For the majority of its two season run Zorro’s adventures were broken down into continuing story arcs. The first of these chronicles Don Diego’s arrival and his battles as Zorro with the cruel Commandante Monasterio. The second storyline found Zorro uncovering the machinations of the evil Magistrado Carlos Galindo (Vinton Hayworth) who is part of a plot to rule California. The third, and best remembered, story arc concerns the leader of that conspiracy, the shadowy figure of The Eagle, eventually revealed as vain Jose Sebastian Vargas (Charles Korvin).

Season two finds Don Diego in Monterey battling gold shipment bandits. He also becomes involved with the lovely Ana Maria Verduzco (Jolene Brand), daughter of the bandit leader. Defeating the thieves, Diego enters into a rivalry for Ana Maria with old friend Ricardo del Campo (Richard Anderson). Shorter story arcs, one guest starring Annette Funicello, fleshed out season two. ^ ^

Despite excellent ratings, the series ended after two seasons due to a bitter dispute between Disney and ABC over ownership of “Zorro” and “The Mickey Mouse Club”. The legal battles resulted in four hour-long episodes of “Zorro” which were aired in ‘60 and ‘61 on “Walt Disney Presents”. But, being broadcast with months in between, the interest in the character wained.

At its peak, Zorro merchandising was everywhere and the themesong, first recorded by The Mellowmen, was a hit for The Chordettes on Cadence Records, peaking at #17 on the national BILLBOARD charts.

Incidentally, the part of Don Diego often called for Guy Williams to play the guitar and serenade senoritas. Unfortunately, Williams could do neither so his singing voice was dubbed by Bill Lee of The Mellowmen.

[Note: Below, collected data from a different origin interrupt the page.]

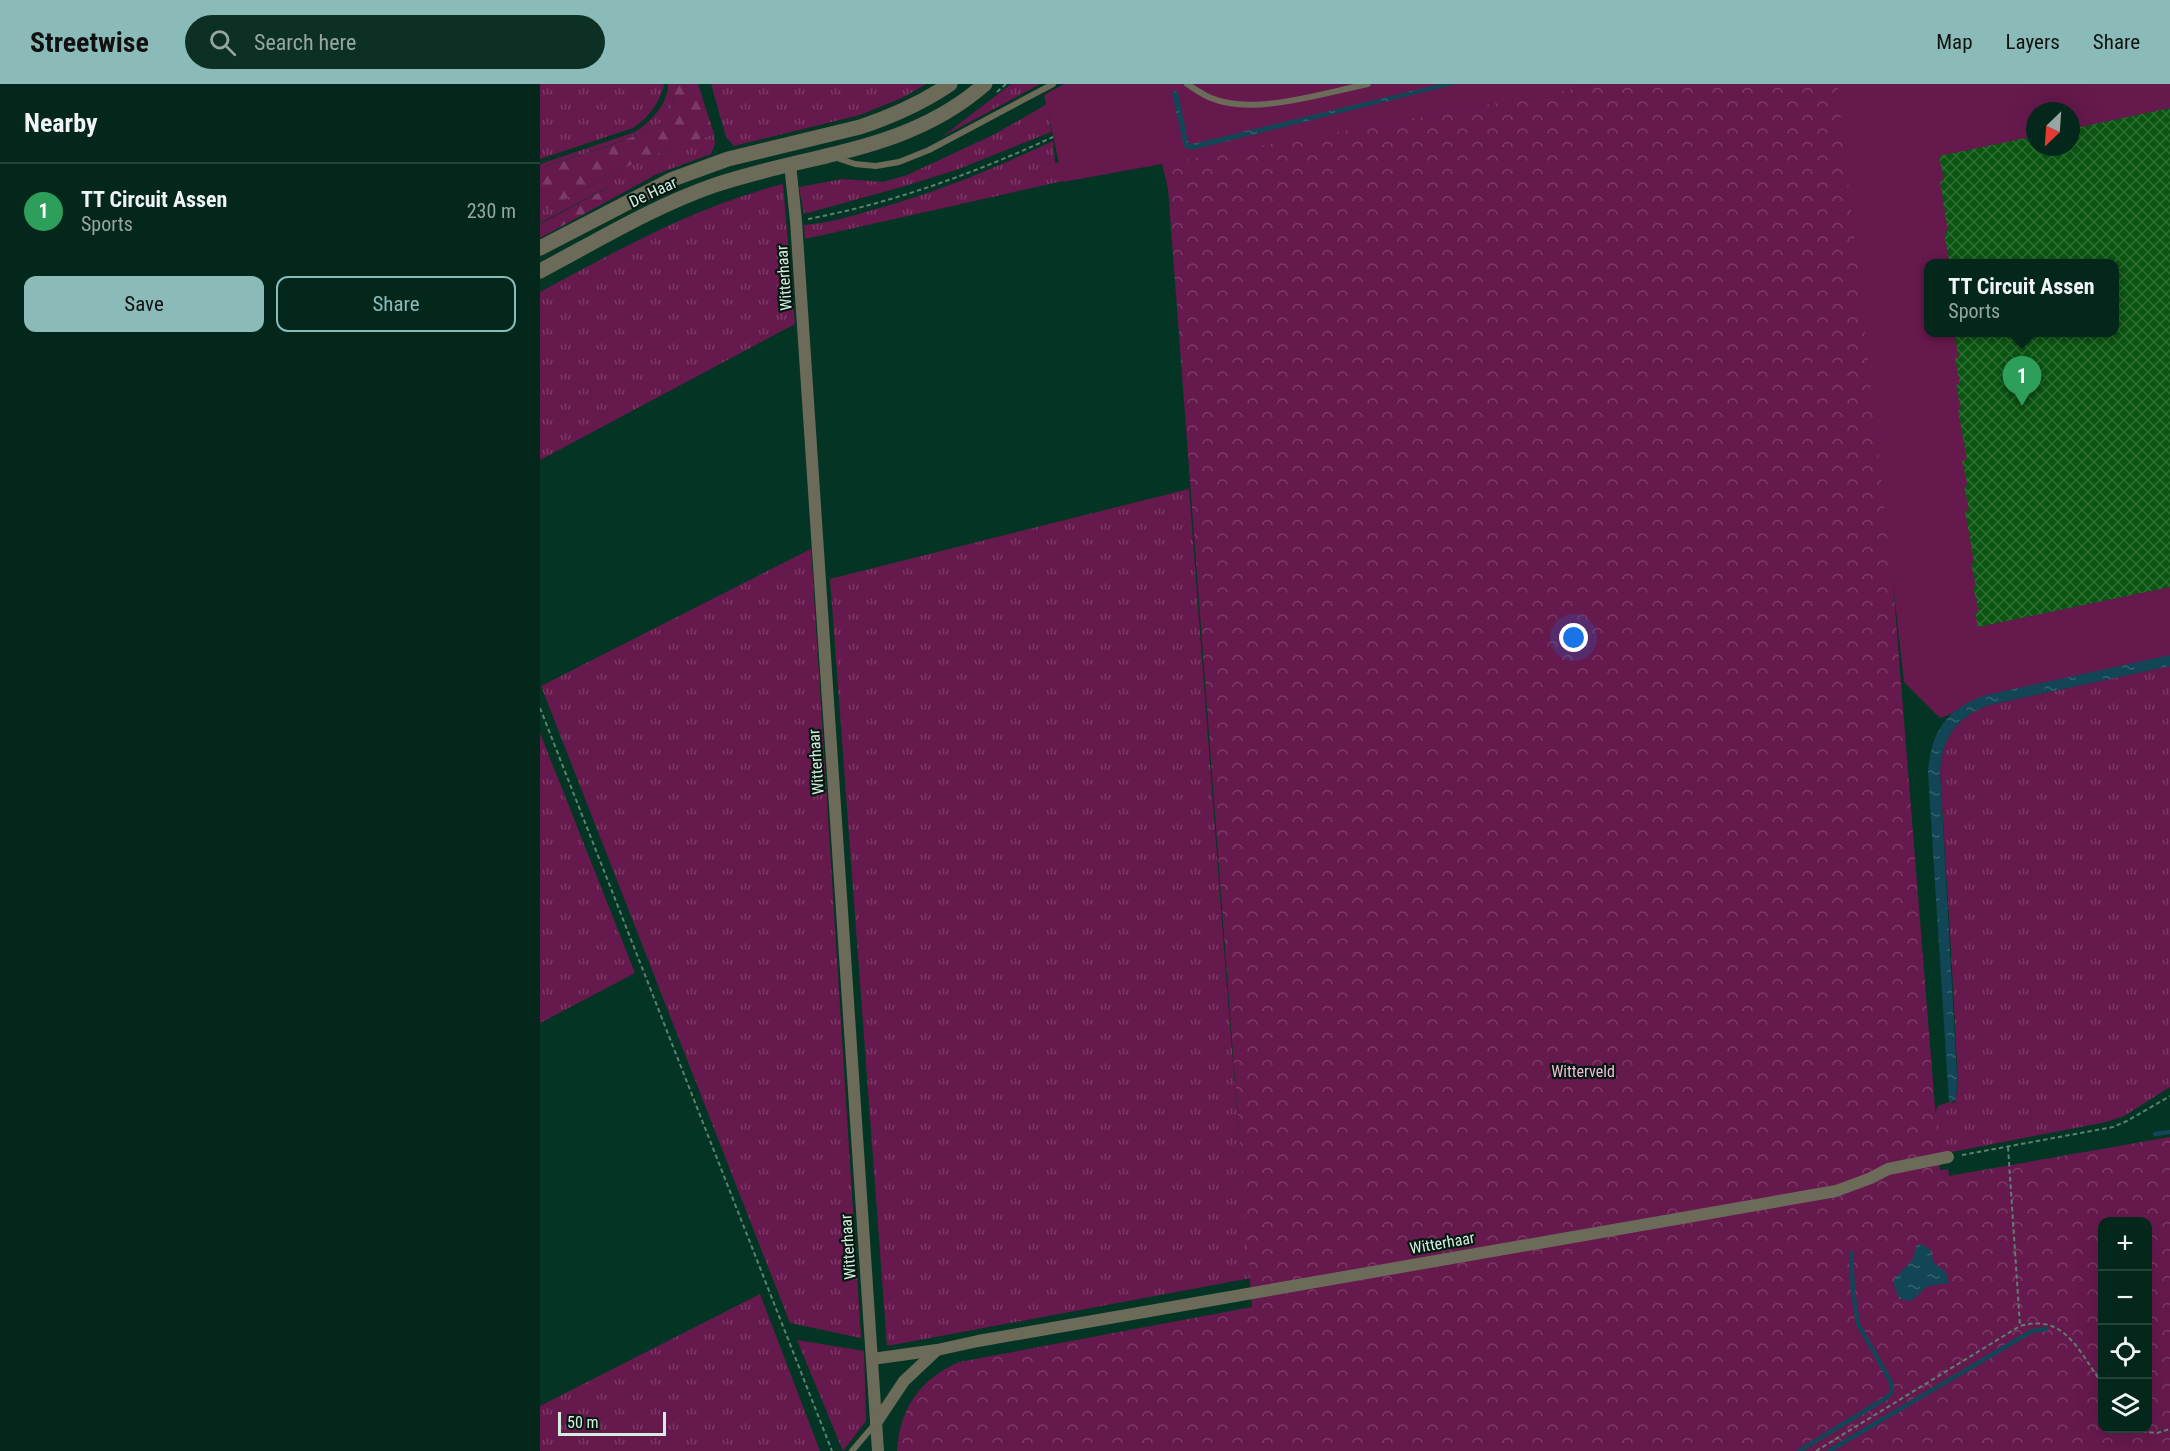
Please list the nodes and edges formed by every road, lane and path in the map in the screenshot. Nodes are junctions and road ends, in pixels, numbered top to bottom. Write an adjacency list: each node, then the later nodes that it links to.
1 (950, 84): 7 (street, De Haar)
2 (985, 84): 8 (street, De Haar)
3 (1053, 84): 8 (lane)
4 (1187, 84): 5 (lane)
5 (1368, 84)
6 (1053, 137): 10 (path)
7 (785, 144): 9 (street); 11 (street, De Haar)
8 (829, 155): 9 (street, De Haar)
9 (790, 164): 10 (street, Witterhaar); 12 (street, De Haar)
10 (796, 221): 19 (street, Witterhaar)
11 (540, 248)
12 (540, 271)
13 (540, 708): 24 (path)
14 (2170, 1096): 15 (path)
15 (2008, 1146): 16 (path); 17 (path)
16 (1948, 1157): 18 (street, Witterhaar)
17 (2020, 1326): 20 (path); 27 (path)
18 (937, 1350): 19 (street, Witterhaar); 21 (street)
19 (872, 1359): 21 (street, Witterhaar)
20 (2100, 1379)
21 (876, 1423): 25 (lane); 26 (street, Witterhaar)
22 (2170, 1429): 23 (path)
23 (2152, 1432)
24 (832, 1451)
25 (852, 1451)
26 (878, 1451)
27 (1816, 1451)

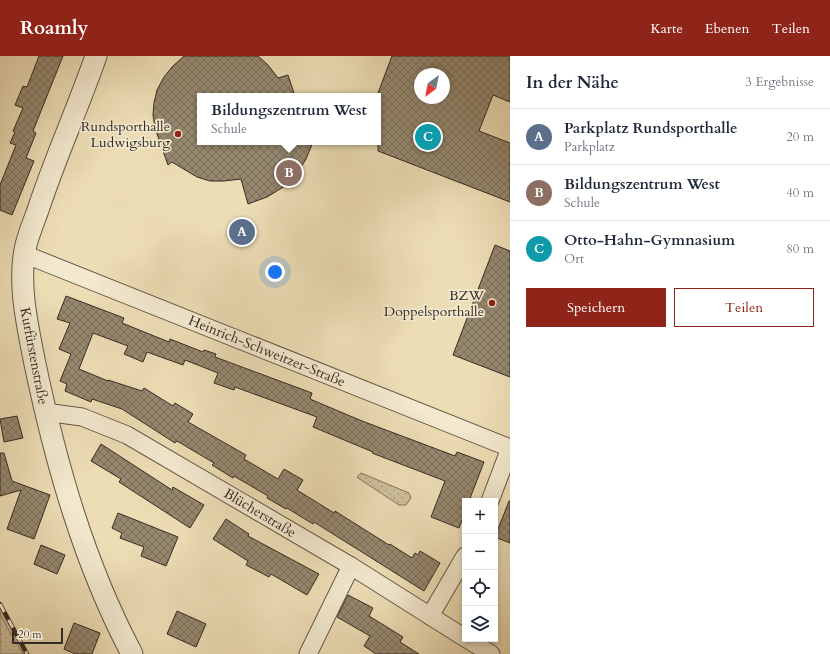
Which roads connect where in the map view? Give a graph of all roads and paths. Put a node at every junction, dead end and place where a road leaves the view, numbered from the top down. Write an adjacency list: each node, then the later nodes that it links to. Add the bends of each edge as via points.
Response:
1 (96, 56): 2 (street, Kurfürstenstraße)
2 (24, 254): 3 (street, Kurfürstenstraße, via 24,302); 4 (street, Heinrich-Schweitzer-Straße)
3 (45, 412): 7 (street, Blücherstraße, via 82,417 127,435); 11 (street, Kurfürstenstraße, via 72,512 101,589)
4 (510, 448): 5 (street)
5 (491, 498)
6 (462, 561): 8 (street)
7 (351, 566): 8 (street, Blücherstraße); 12 (street)
8 (430, 616): 9 (street, Blücherstraße)
9 (462, 636)
10 (472, 642): 13 (street, Blücherstraße)
11 (132, 654)
12 (308, 654)
13 (491, 654)

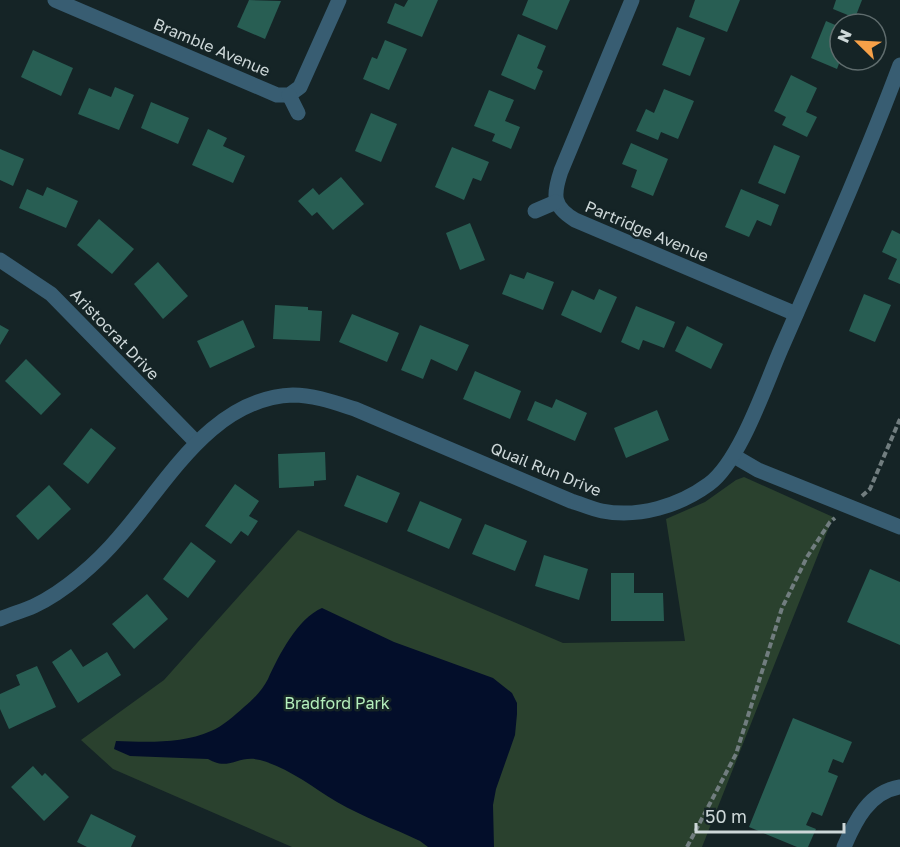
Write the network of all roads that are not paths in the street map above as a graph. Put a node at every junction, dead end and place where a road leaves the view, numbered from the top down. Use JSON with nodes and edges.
{"nodes":[{"id":1,"x":55,"y":0,"type":"edge"},
{"id":2,"x":339,"y":0,"type":"edge"},
{"id":3,"x":632,"y":0,"type":"edge"},
{"id":4,"x":900,"y":65,"type":"edge"},
{"id":5,"x":289,"y":95,"type":"junction"},
{"id":6,"x":298,"y":113,"type":"dead end"},
{"id":7,"x":556,"y":201,"type":"junction"},
{"id":8,"x":535,"y":211,"type":"dead end"},
{"id":9,"x":0,"y":260,"type":"edge"},
{"id":10,"x":796,"y":314,"type":"junction"},
{"id":11,"x":196,"y":442,"type":"junction"},
{"id":12,"x":734,"y":456,"type":"junction"},
{"id":13,"x":900,"y":527,"type":"edge"},
{"id":14,"x":0,"y":619,"type":"edge"},
{"id":15,"x":900,"y":787,"type":"edge"},
{"id":16,"x":844,"y":847,"type":"edge"}],
"edges":[{"from":1,"to":5,"type":"street","name":"Bramble Avenue"},
{"from":2,"to":5,"type":"street"},
{"from":3,"to":7,"type":"street"},
{"from":4,"to":10,"type":"street","name":"Quail Run Drive"},
{"from":5,"to":6,"type":"street"},
{"from":7,"to":8,"type":"street"},
{"from":7,"to":10,"type":"street","name":"Partridge Avenue"},
{"from":9,"to":11,"type":"street","name":"Aristocrat Drive"},
{"from":10,"to":12,"type":"street","name":"Quail Run Drive"},
{"from":11,"to":12,"type":"street","name":"Quail Run Drive"},
{"from":11,"to":14,"type":"street","name":"Quail Run Drive"},
{"from":12,"to":13,"type":"street"},
{"from":15,"to":16,"type":"street"}]}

Zorro later returned to TV in syndication beginning with the ‘65-‘66 season.

Primary directors on the series included Norman Foster, Charles Barton, Hollingsworth Morse, Harmon Jones and Bill Witney (who upped the action content in season two). Guest stars over 82 episodes include such renowned western players as John Dehner, Jack Elam, Charles Stevens, John Doucette, Henry Wills, Jim Bannon, George Keymas, Rudolfo Acosta, Suzanne Lloyd, Michael Pate, Ted DeCorsia, Kent Taylor, Jay Novello, Lee Van Cleef, BarBara Luna, John Litel, Jean Willes, Yvette Dugay, Harold J. Stone, Cesar Romero, Gilbert Roland, Robert Vaughn, Richard Devon, Jeff York, Gloria Talbott, Bob Wilke, Joan Evans, Paul Richards, Douglas Kennedy and Ricardo Montalban—just to name a few.

 

56 years after Zorro first rode onto TV screens to oppose injustice, he continues to attract new fans who still make the sign of the Z.